ICAN (Indiana Canine Assistance, Inc.): This program allows offenders to train assistance dogs for children and adults with disabilities.

9 Lives (Saving Felines): This program allows offenders to save a cat from euthanasia. Cats are housed with an offender and are available for outside adoption.

Therapeutic Community (TC): This unit is a specialized community designed to treat offenders with severe drug addictions. The program is a minimum of 8 months of intensive cognitive behavioral, evidenced based best practice counseling. Approximately 248 offenders are involved with this program.

	Recreation Programs: These programs allow offenders to participate in programs in either the gymnasium, weight area, or on the 4 acre field. They allow inmates to participate in tournaments and contests as well as be part of a sports league.

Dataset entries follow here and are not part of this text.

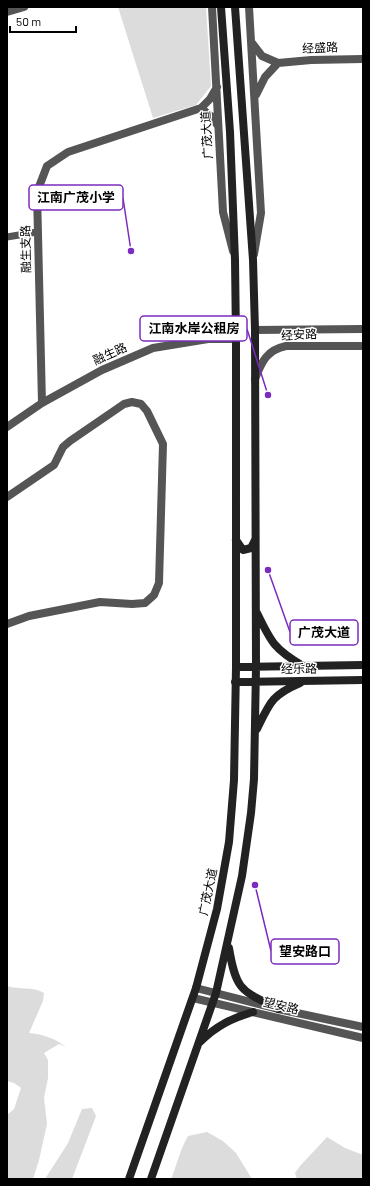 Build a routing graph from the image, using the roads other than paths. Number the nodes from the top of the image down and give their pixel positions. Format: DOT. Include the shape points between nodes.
graph roads {
  1 [pos="24,7"];
  2 [pos="212,7"];
  3 [pos="221,7"];
  4 [pos="235,7"];
  5 [pos="249,7"];
  6 [pos="7,12"];
  7 [pos="252,43"];
  8 [pos="363,59"];
  9 [pos="278,63"];
  10 [pos="217,87"];
  11 [pos="256,97"];
  12 [pos="201,108"];
  13 [pos="219,127"];
  14 [pos="37,232"];
  15 [pos="7,237"];
  16 [pos="235,260"];
  17 [pos="253,260"];
  18 [pos="363,329"];
  19 [pos="255,330"];
  20 [pos="236,338"];
  21 [pos="363,346"];
  22 [pos="255,380"];
  23 [pos="42,403"];
  24 [pos="7,427"];
  25 [pos="7,497"];
  26 [pos="236,539"];
  27 [pos="256,539"];
  28 [pos="256,610"];
  29 [pos="7,624"];
  30 [pos="363,665"];
  31 [pos="256,666"];
  32 [pos="303,666"];
  33 [pos="236,667"];
  34 [pos="363,680"];
  35 [pos="304,681"];
  36 [pos="235,682"];
  37 [pos="256,682"];
  38 [pos="256,732"];
  39 [pos="228,943"];
  40 [pos="196,988"];
  41 [pos="216,993"];
  42 [pos="192,998"];
  43 [pos="213,1003"];
  44 [pos="278,1010"];
  45 [pos="253,1012"];
  46 [pos="363,1027"];
  47 [pos="363,1038"];
  48 [pos="198,1044"];
  49 [pos="129,1179"];
  50 [pos="151,1179"];
  1 -- 6 [label="street"];
  2 -- 10 [label="street, 广茂大道"];
  3 -- 16 [label="main road, 广茂大道" via="230,132"];
  4 -- 17 [label="main road"];
  5 -- 7 [label="street"];
  7 -- 9 [label="street" via="262,56"];
  7 -- 11 [label="street"];
  8 -- 9 [label="street, 经盛路"];
  9 -- 11 [label="street" via="265,77"];
  10 -- 12 [label="street"];
  10 -- 13 [label="street, 广茂大道"];
  11 -- 17 [label="street" via="261,213"];
  12 -- 13 [label="street"];
  12 -- 14 [label="street, 融生支路" via="68,152 47,166 38,192"];
  13 -- 16 [label="street, 广茂大道" via="223,212"];
  14 -- 15 [label="street"];
  14 -- 23 [label="street, 融生支路"];
  16 -- 20 [label="main road, 广茂大道"];
  17 -- 19 [label="main road"];
  18 -- 19 [label="street, 经安路"];
  19 -- 22 [label="main road"];
  20 -- 23 [label="street, 融生路" via="208,339 154,348 102,370"];
  20 -- 26 [label="main road, 广茂大道"];
  21 -- 22 [label="street, 经安路" via="278,348 266,356"];
  22 -- 27 [label="main road"];
  23 -- 24 [label="street, 融生路"];
  25 -- 29 [label="street" via="54,465 63,447 70,441 124,404 141,404 163,444 159,583 154,595 145,603 100,602 29,616"];
  26 -- 27 [label="main road" via="243,550 251,548"];
  26 -- 33 [label="main road, 广茂大道"];
  27 -- 28 [label="main road"];
  28 -- 31 [label="main road"];
  28 -- 32 [label="main road" via="269,637 282,654"];
  30 -- 32 [label="main road, 经乐路"];
  31 -- 32 [label="main road, 经乐路"];
  31 -- 33 [label="main road, 经乐路"];
  31 -- 37 [label="main road"];
  33 -- 36 [label="main road, 广茂大道"];
  34 -- 35 [label="main road, 经乐路"];
  35 -- 37 [label="main road, 经乐路"];
  35 -- 38 [label="main road" via="281,691 268,707"];
  36 -- 37 [label="main road, 经乐路"];
  36 -- 40 [label="main road, 广茂大道" via="234,780 230,842 217,909"];
  37 -- 38 [label="main road"];
  38 -- 39 [label="main road" via="247,844"];
  39 -- 41 [label="main road"];
  39 -- 44 [label="main road" via="234,975 240,985 246,993"];
  40 -- 41 [label="street, 望安路"];
  40 -- 42 [label="main road, 广茂大道"];
  41 -- 43 [label="main road"];
  41 -- 44 [label="street, 望安路"];
  42 -- 43 [label="street, 望安路"];
  42 -- 49 [label="main road, 广茂大道"];
  43 -- 45 [label="street, 望安路"];
  43 -- 48 [label="main road"];
  44 -- 46 [label="street, 望安路"];
  45 -- 47 [label="street, 望安路"];
  45 -- 48 [label="main road" via="232,1018 210,1032"];
  48 -- 50 [label="main road"];
} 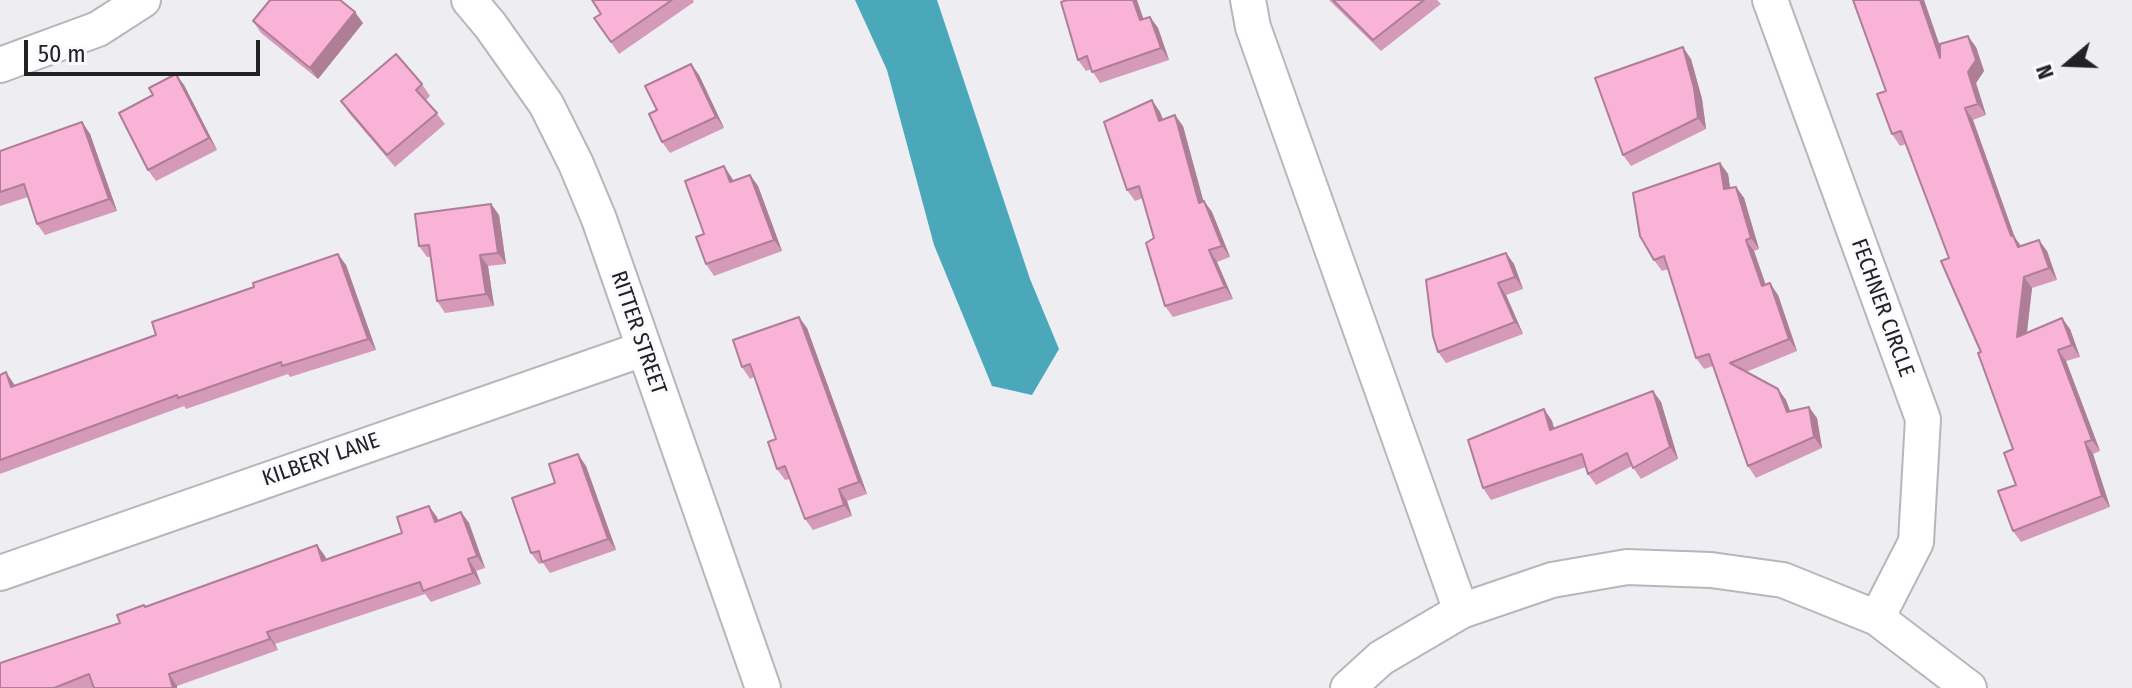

	Ready Built Transmission Company: This program has not begun yet but is expected to begin by the end of 2007. This program will allow up to 300 offenders to take part in the building of automotive parts.

	Inmate to Workmate Program: In this program, inmates are taught by Aramark Corporation in areas such as food handling. This program is a ten-week-long course and also has written examinations.

	Kairos Program: This is an international Christian ministry program.

	Thinking for a Change Program: In 22 sessions inmates are taught about cognitive behavior and use this to learn about beliefs, attitudes, and values.

	PREP (Preventive Relationship Enhancement Program): Through this program inmates learn about what it takes to be an involved, responsible, and committed husband. It allows them to connect with their significant other while incarcerated and prepares them for lasting relationships.

	Inside/Out Dads program: This allows incarcerated dads to overcome the challenges that go along with being a parent and how to be a good father.

	GCD Community Service: Offenders spend time in this program keeping the grounds clean as well as maintaining Crosley Cemetery.

	Road Crew: In cooperation with the Indiana Department of Transportation, offenders help keep interstates trash free.

	Education: Offenders have several opportunities to receive an education while incarcerated.